** EXERCISE MATERIALS follows **
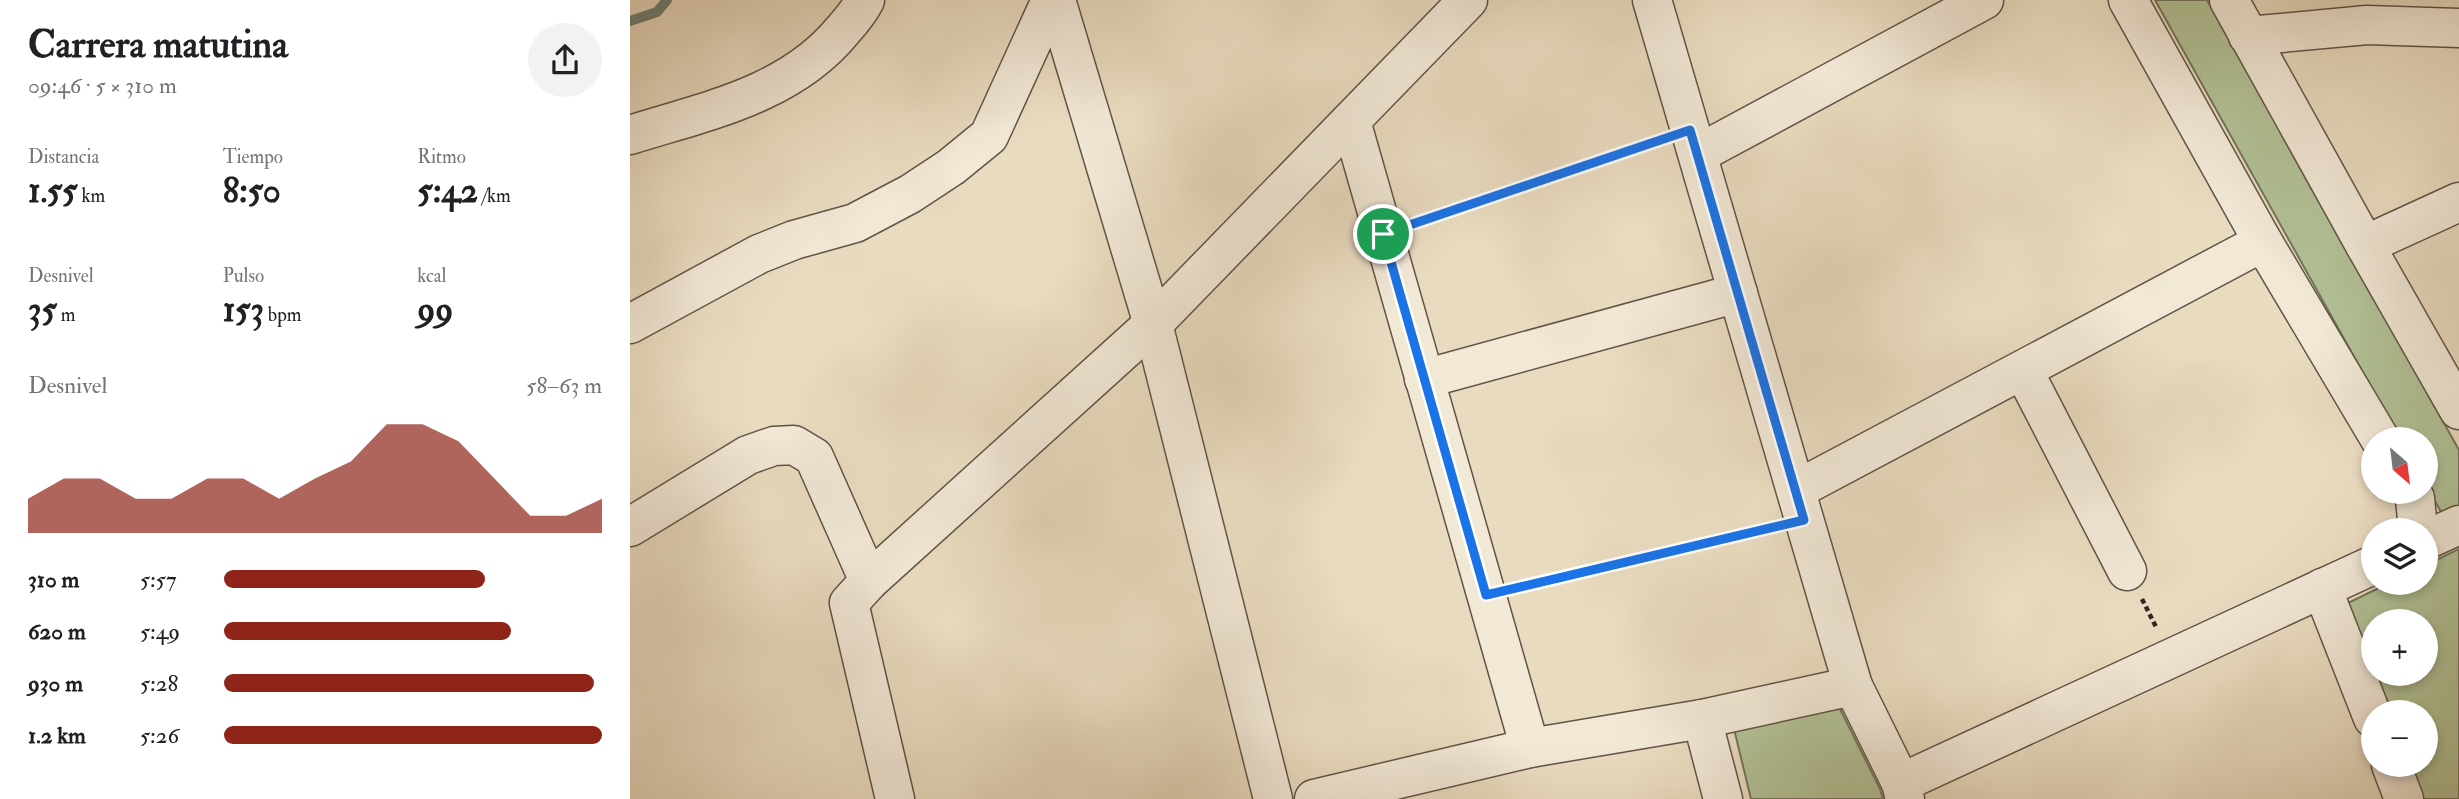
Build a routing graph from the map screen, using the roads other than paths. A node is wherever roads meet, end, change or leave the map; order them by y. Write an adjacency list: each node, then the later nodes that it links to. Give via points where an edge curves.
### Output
1 (864, 0): 13 (street, via 834,41 801,70 754,96)
2 (1054, 0): 19 (street, via 989,136 951,167 855,223 760,254); 20 (street)
3 (1467, 0): 12 (street)
4 (1652, 0): 14 (street)
5 (1984, 0): 14 (street)
6 (2128, 0): 16 (street)
7 (2229, 0): 11 (street)
8 (2415, 0): 9 (street)
9 (2367, 25): 10 (street); 11 (street)
10 (2459, 28)
11 (2248, 36): 17 (street)
12 (1351, 121): 20 (street); 22 (street)
13 (630, 135)
14 (1694, 142): 18 (street)
15 (2459, 202): 17 (street)
16 (2263, 242): 21 (street); 24 (street)
17 (2365, 245): 23 (street)
18 (1738, 293): 22 (street); 25 (street)
19 (630, 324)
20 (1153, 324): 31 (street); 40 (street)
21 (2023, 370): 25 (street); 30 (street)
22 (1424, 379): 36 (street)
23 (2459, 410)
24 (2373, 427)
25 (1800, 505): 33 (street)
26 (2459, 525): 28 (street)
27 (630, 527): 31 (street, via 748,455 794,444 814,457)
28 (2438, 535)
29 (2361, 570): 32 (street)
30 (2127, 571)
31 (870, 581): 39 (street, via 849,603)
32 (2322, 588): 34 (street); 38 (street)
33 (1853, 686): 35 (street); 38 (street)
34 (2366, 700)
35 (1702, 719): 36 (street); 42 (street)
36 (1530, 748): 41 (street)
37 (2396, 777): 43 (street)
38 (1903, 791)
39 (895, 799)
40 (1273, 799)
41 (1314, 799)
42 (1723, 799)
43 (2404, 799)

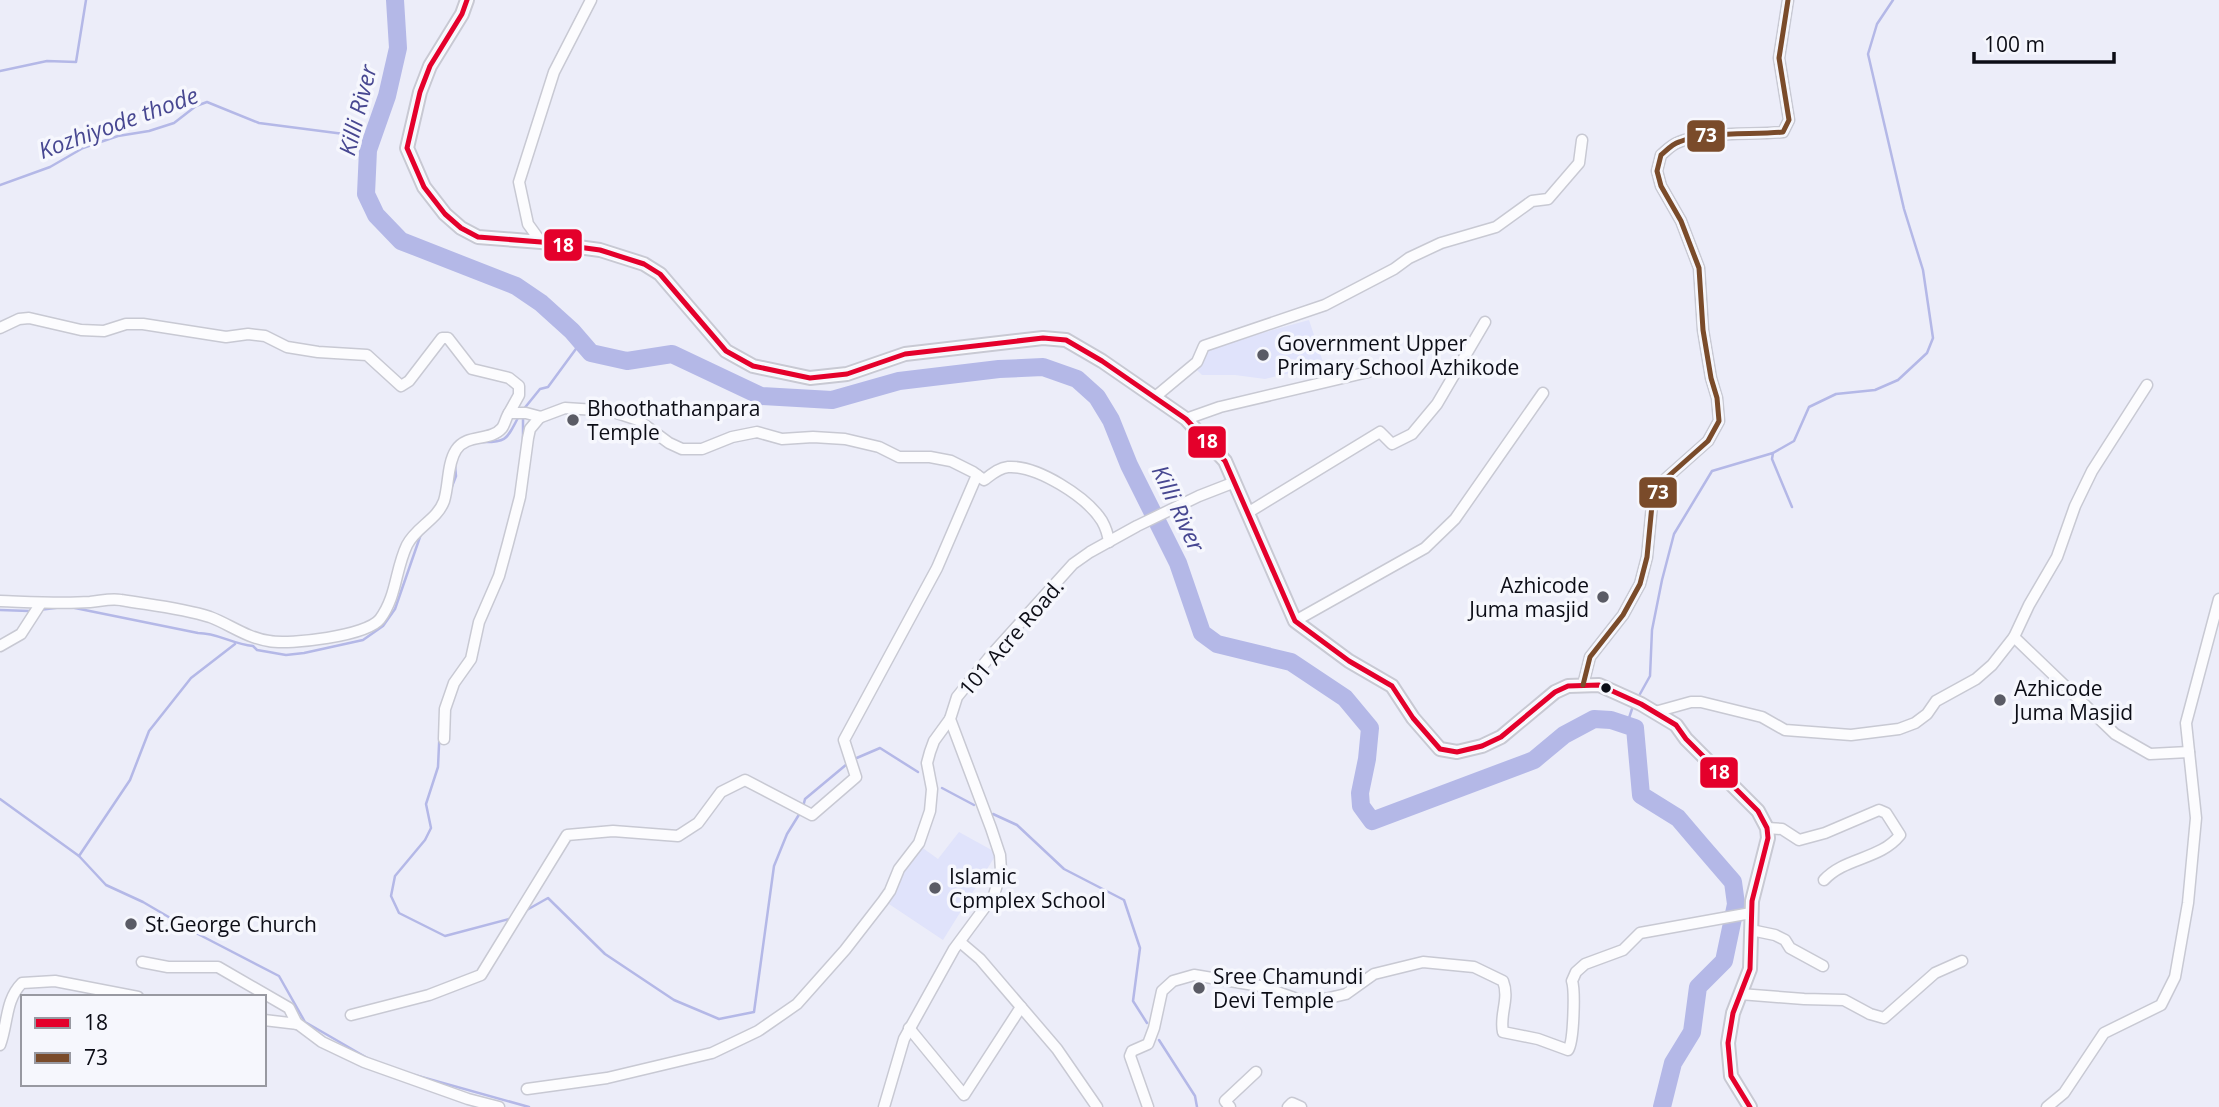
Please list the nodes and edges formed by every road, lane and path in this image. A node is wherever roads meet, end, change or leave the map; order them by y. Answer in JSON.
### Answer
{"nodes":[{"id":1,"x":467,"y":0,"type":"edge"},
{"id":2,"x":591,"y":0,"type":"edge"},
{"id":3,"x":1788,"y":0,"type":"edge"},
{"id":4,"x":1581,"y":139,"type":"dead end"},
{"id":5,"x":541,"y":242,"type":"junction"},
{"id":6,"x":1485,"y":322,"type":"dead end"},
{"id":7,"x":0,"y":328,"type":"edge"},
{"id":8,"x":1368,"y":372,"type":"dead end"},
{"id":9,"x":2147,"y":385,"type":"dead end"},
{"id":10,"x":1543,"y":393,"type":"dead end"},
{"id":11,"x":1155,"y":397,"type":"junction"},
{"id":12,"x":518,"y":413,"type":"junction"},
{"id":13,"x":540,"y":417,"type":"junction"},
{"id":14,"x":1186,"y":419,"type":"junction"},
{"id":15,"x":977,"y":475,"type":"junction"},
{"id":16,"x":1235,"y":482,"type":"junction"},
{"id":17,"x":1249,"y":512,"type":"junction"},
{"id":18,"x":1109,"y":542,"type":"junction"},
{"id":19,"x":2219,"y":599,"type":"edge"},
{"id":20,"x":0,"y":601,"type":"edge"},
{"id":21,"x":41,"y":603,"type":"junction"},
{"id":22,"x":1295,"y":621,"type":"junction"},
{"id":23,"x":2014,"y":637,"type":"junction"},
{"id":24,"x":0,"y":646,"type":"edge"},
{"id":25,"x":1583,"y":685,"type":"junction"},
{"id":26,"x":1655,"y":712,"type":"junction"},
{"id":27,"x":950,"y":719,"type":"junction"},
{"id":28,"x":444,"y":739,"type":"dead end"},
{"id":29,"x":2189,"y":752,"type":"junction"},
{"id":30,"x":1767,"y":828,"type":"junction"},
{"id":31,"x":1824,"y":880,"type":"dead end"},
{"id":32,"x":1747,"y":914,"type":"junction"},
{"id":33,"x":1751,"y":930,"type":"junction"},
{"id":34,"x":960,"y":942,"type":"junction"},
{"id":35,"x":1962,"y":961,"type":"dead end"},
{"id":36,"x":142,"y":962,"type":"dead end"},
{"id":37,"x":1823,"y":966,"type":"dead end"},
{"id":38,"x":1740,"y":994,"type":"junction"},
{"id":39,"x":128,"y":995,"type":"edge"},
{"id":40,"x":1021,"y":1007,"type":"junction"},
{"id":41,"x":351,"y":1014,"type":"dead end"},
{"id":42,"x":266,"y":1020,"type":"edge"},
{"id":43,"x":296,"y":1022,"type":"junction"},
{"id":44,"x":909,"y":1028,"type":"junction"},
{"id":45,"x":0,"y":1045,"type":"edge"},
{"id":46,"x":1256,"y":1072,"type":"dead end"},
{"id":47,"x":527,"y":1089,"type":"dead end"},
{"id":48,"x":499,"y":1107,"type":"edge"},
{"id":49,"x":884,"y":1107,"type":"edge"},
{"id":50,"x":1097,"y":1107,"type":"edge"},
{"id":51,"x":1148,"y":1107,"type":"edge"},
{"id":52,"x":1230,"y":1107,"type":"edge"},
{"id":53,"x":1288,"y":1107,"type":"edge"},
{"id":54,"x":1301,"y":1107,"type":"edge"},
{"id":55,"x":1750,"y":1107,"type":"edge"},
{"id":56,"x":2047,"y":1107,"type":"edge"}],
"edges":[{"from":1,"to":5,"type":"main road"},
{"from":2,"to":5,"type":"street"},
{"from":3,"to":25,"type":"street"},
{"from":4,"to":11,"type":"street"},
{"from":5,"to":11,"type":"main road"},
{"from":6,"to":17,"type":"street"},
{"from":7,"to":12,"type":"street"},
{"from":8,"to":14,"type":"street"},
{"from":9,"to":23,"type":"street"},
{"from":10,"to":22,"type":"street"},
{"from":11,"to":14,"type":"main road"},
{"from":12,"to":13,"type":"street"},
{"from":12,"to":21,"type":"street"},
{"from":13,"to":15,"type":"street"},
{"from":13,"to":28,"type":"street"},
{"from":14,"to":16,"type":"main road"},
{"from":15,"to":18,"type":"street"},
{"from":15,"to":41,"type":"street"},
{"from":16,"to":17,"type":"main road"},
{"from":16,"to":18,"type":"street","name":"101 Acre Road."},
{"from":17,"to":22,"type":"main road"},
{"from":18,"to":27,"type":"street","name":"101 Acre Road."},
{"from":19,"to":29,"type":"street"},
{"from":20,"to":21,"type":"street"},
{"from":21,"to":24,"type":"street"},
{"from":22,"to":25,"type":"main road"},
{"from":23,"to":26,"type":"street"},
{"from":23,"to":29,"type":"street"},
{"from":25,"to":26,"type":"main road"},
{"from":26,"to":30,"type":"main road"},
{"from":27,"to":34,"type":"street","name":"101 Acre Road."},
{"from":27,"to":47,"type":"street"},
{"from":29,"to":56,"type":"street"},
{"from":30,"to":31,"type":"street"},
{"from":30,"to":32,"type":"main road"},
{"from":32,"to":33,"type":"main road"},
{"from":32,"to":51,"type":"street"},
{"from":33,"to":37,"type":"street"},
{"from":33,"to":38,"type":"main road"},
{"from":34,"to":40,"type":"street"},
{"from":34,"to":44,"type":"street","name":"101 Acre Road."},
{"from":35,"to":38,"type":"street"},
{"from":36,"to":43,"type":"street"},
{"from":38,"to":55,"type":"main road"},
{"from":39,"to":45,"type":"street"},
{"from":40,"to":44,"type":"street"},
{"from":40,"to":50,"type":"street"},
{"from":42,"to":43,"type":"street"},
{"from":43,"to":48,"type":"street"},
{"from":44,"to":49,"type":"street","name":"101 Acre Road."},
{"from":46,"to":52,"type":"street"},
{"from":53,"to":54,"type":"street"}]}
** End of EXERCISE MATERIALS **
PROBLEM TO SOLVE:
Transcribe each entry exactly; images stay out.

EXERCISE RESULT:
Build a routing graph from the map screen, using the roads other than paths. A node is wherever roads meet, end, change or leave the map; order them by y. Write an adjacency list: each node, then the later nodes that it links to. Give via points where an edge curves.
### Output
1 (864, 0): 13 (street, via 834,41 801,70 754,96)
2 (1054, 0): 19 (street, via 989,136 951,167 855,223 760,254); 20 (street)
3 (1467, 0): 12 (street)
4 (1652, 0): 14 (street)
5 (1984, 0): 14 (street)
6 (2128, 0): 16 (street)
7 (2229, 0): 11 (street)
8 (2415, 0): 9 (street)
9 (2367, 25): 10 (street); 11 (street)
10 (2459, 28)
11 (2248, 36): 17 (street)
12 (1351, 121): 20 (street); 22 (street)
13 (630, 135)
14 (1694, 142): 18 (street)
15 (2459, 202): 17 (street)
16 (2263, 242): 21 (street); 24 (street)
17 (2365, 245): 23 (street)
18 (1738, 293): 22 (street); 25 (street)
19 (630, 324)
20 (1153, 324): 31 (street); 40 (street)
21 (2023, 370): 25 (street); 30 (street)
22 (1424, 379): 36 (street)
23 (2459, 410)
24 (2373, 427)
25 (1800, 505): 33 (street)
26 (2459, 525): 28 (street)
27 (630, 527): 31 (street, via 748,455 794,444 814,457)
28 (2438, 535)
29 (2361, 570): 32 (street)
30 (2127, 571)
31 (870, 581): 39 (street, via 849,603)
32 (2322, 588): 34 (street); 38 (street)
33 (1853, 686): 35 (street); 38 (street)
34 (2366, 700)
35 (1702, 719): 36 (street); 42 (street)
36 (1530, 748): 41 (street)
37 (2396, 777): 43 (street)
38 (1903, 791)
39 (895, 799)
40 (1273, 799)
41 (1314, 799)
42 (1723, 799)
43 (2404, 799)

Please list the nodes and edges formed by every road, lane and path in this image. A node is wherever roads meet, end, change or leave the map; order them by y. Answer in JSON.
### Answer
{"nodes":[{"id":1,"x":467,"y":0,"type":"edge"},
{"id":2,"x":591,"y":0,"type":"edge"},
{"id":3,"x":1788,"y":0,"type":"edge"},
{"id":4,"x":1581,"y":139,"type":"dead end"},
{"id":5,"x":541,"y":242,"type":"junction"},
{"id":6,"x":1485,"y":322,"type":"dead end"},
{"id":7,"x":0,"y":328,"type":"edge"},
{"id":8,"x":1368,"y":372,"type":"dead end"},
{"id":9,"x":2147,"y":385,"type":"dead end"},
{"id":10,"x":1543,"y":393,"type":"dead end"},
{"id":11,"x":1155,"y":397,"type":"junction"},
{"id":12,"x":518,"y":413,"type":"junction"},
{"id":13,"x":540,"y":417,"type":"junction"},
{"id":14,"x":1186,"y":419,"type":"junction"},
{"id":15,"x":977,"y":475,"type":"junction"},
{"id":16,"x":1235,"y":482,"type":"junction"},
{"id":17,"x":1249,"y":512,"type":"junction"},
{"id":18,"x":1109,"y":542,"type":"junction"},
{"id":19,"x":2219,"y":599,"type":"edge"},
{"id":20,"x":0,"y":601,"type":"edge"},
{"id":21,"x":41,"y":603,"type":"junction"},
{"id":22,"x":1295,"y":621,"type":"junction"},
{"id":23,"x":2014,"y":637,"type":"junction"},
{"id":24,"x":0,"y":646,"type":"edge"},
{"id":25,"x":1583,"y":685,"type":"junction"},
{"id":26,"x":1655,"y":712,"type":"junction"},
{"id":27,"x":950,"y":719,"type":"junction"},
{"id":28,"x":444,"y":739,"type":"dead end"},
{"id":29,"x":2189,"y":752,"type":"junction"},
{"id":30,"x":1767,"y":828,"type":"junction"},
{"id":31,"x":1824,"y":880,"type":"dead end"},
{"id":32,"x":1747,"y":914,"type":"junction"},
{"id":33,"x":1751,"y":930,"type":"junction"},
{"id":34,"x":960,"y":942,"type":"junction"},
{"id":35,"x":1962,"y":961,"type":"dead end"},
{"id":36,"x":142,"y":962,"type":"dead end"},
{"id":37,"x":1823,"y":966,"type":"dead end"},
{"id":38,"x":1740,"y":994,"type":"junction"},
{"id":39,"x":128,"y":995,"type":"edge"},
{"id":40,"x":1021,"y":1007,"type":"junction"},
{"id":41,"x":351,"y":1014,"type":"dead end"},
{"id":42,"x":266,"y":1020,"type":"edge"},
{"id":43,"x":296,"y":1022,"type":"junction"},
{"id":44,"x":909,"y":1028,"type":"junction"},
{"id":45,"x":0,"y":1045,"type":"edge"},
{"id":46,"x":1256,"y":1072,"type":"dead end"},
{"id":47,"x":527,"y":1089,"type":"dead end"},
{"id":48,"x":499,"y":1107,"type":"edge"},
{"id":49,"x":884,"y":1107,"type":"edge"},
{"id":50,"x":1097,"y":1107,"type":"edge"},
{"id":51,"x":1148,"y":1107,"type":"edge"},
{"id":52,"x":1230,"y":1107,"type":"edge"},
{"id":53,"x":1288,"y":1107,"type":"edge"},
{"id":54,"x":1301,"y":1107,"type":"edge"},
{"id":55,"x":1750,"y":1107,"type":"edge"},
{"id":56,"x":2047,"y":1107,"type":"edge"}],
"edges":[{"from":1,"to":5,"type":"main road"},
{"from":2,"to":5,"type":"street"},
{"from":3,"to":25,"type":"street"},
{"from":4,"to":11,"type":"street"},
{"from":5,"to":11,"type":"main road"},
{"from":6,"to":17,"type":"street"},
{"from":7,"to":12,"type":"street"},
{"from":8,"to":14,"type":"street"},
{"from":9,"to":23,"type":"street"},
{"from":10,"to":22,"type":"street"},
{"from":11,"to":14,"type":"main road"},
{"from":12,"to":13,"type":"street"},
{"from":12,"to":21,"type":"street"},
{"from":13,"to":15,"type":"street"},
{"from":13,"to":28,"type":"street"},
{"from":14,"to":16,"type":"main road"},
{"from":15,"to":18,"type":"street"},
{"from":15,"to":41,"type":"street"},
{"from":16,"to":17,"type":"main road"},
{"from":16,"to":18,"type":"street","name":"101 Acre Road."},
{"from":17,"to":22,"type":"main road"},
{"from":18,"to":27,"type":"street","name":"101 Acre Road."},
{"from":19,"to":29,"type":"street"},
{"from":20,"to":21,"type":"street"},
{"from":21,"to":24,"type":"street"},
{"from":22,"to":25,"type":"main road"},
{"from":23,"to":26,"type":"street"},
{"from":23,"to":29,"type":"street"},
{"from":25,"to":26,"type":"main road"},
{"from":26,"to":30,"type":"main road"},
{"from":27,"to":34,"type":"street","name":"101 Acre Road."},
{"from":27,"to":47,"type":"street"},
{"from":29,"to":56,"type":"street"},
{"from":30,"to":31,"type":"street"},
{"from":30,"to":32,"type":"main road"},
{"from":32,"to":33,"type":"main road"},
{"from":32,"to":51,"type":"street"},
{"from":33,"to":37,"type":"street"},
{"from":33,"to":38,"type":"main road"},
{"from":34,"to":40,"type":"street"},
{"from":34,"to":44,"type":"street","name":"101 Acre Road."},
{"from":35,"to":38,"type":"street"},
{"from":36,"to":43,"type":"street"},
{"from":38,"to":55,"type":"main road"},
{"from":39,"to":45,"type":"street"},
{"from":40,"to":44,"type":"street"},
{"from":40,"to":50,"type":"street"},
{"from":42,"to":43,"type":"street"},
{"from":43,"to":48,"type":"street"},
{"from":44,"to":49,"type":"street","name":"101 Acre Road."},
{"from":46,"to":52,"type":"street"},
{"from":53,"to":54,"type":"street"}]}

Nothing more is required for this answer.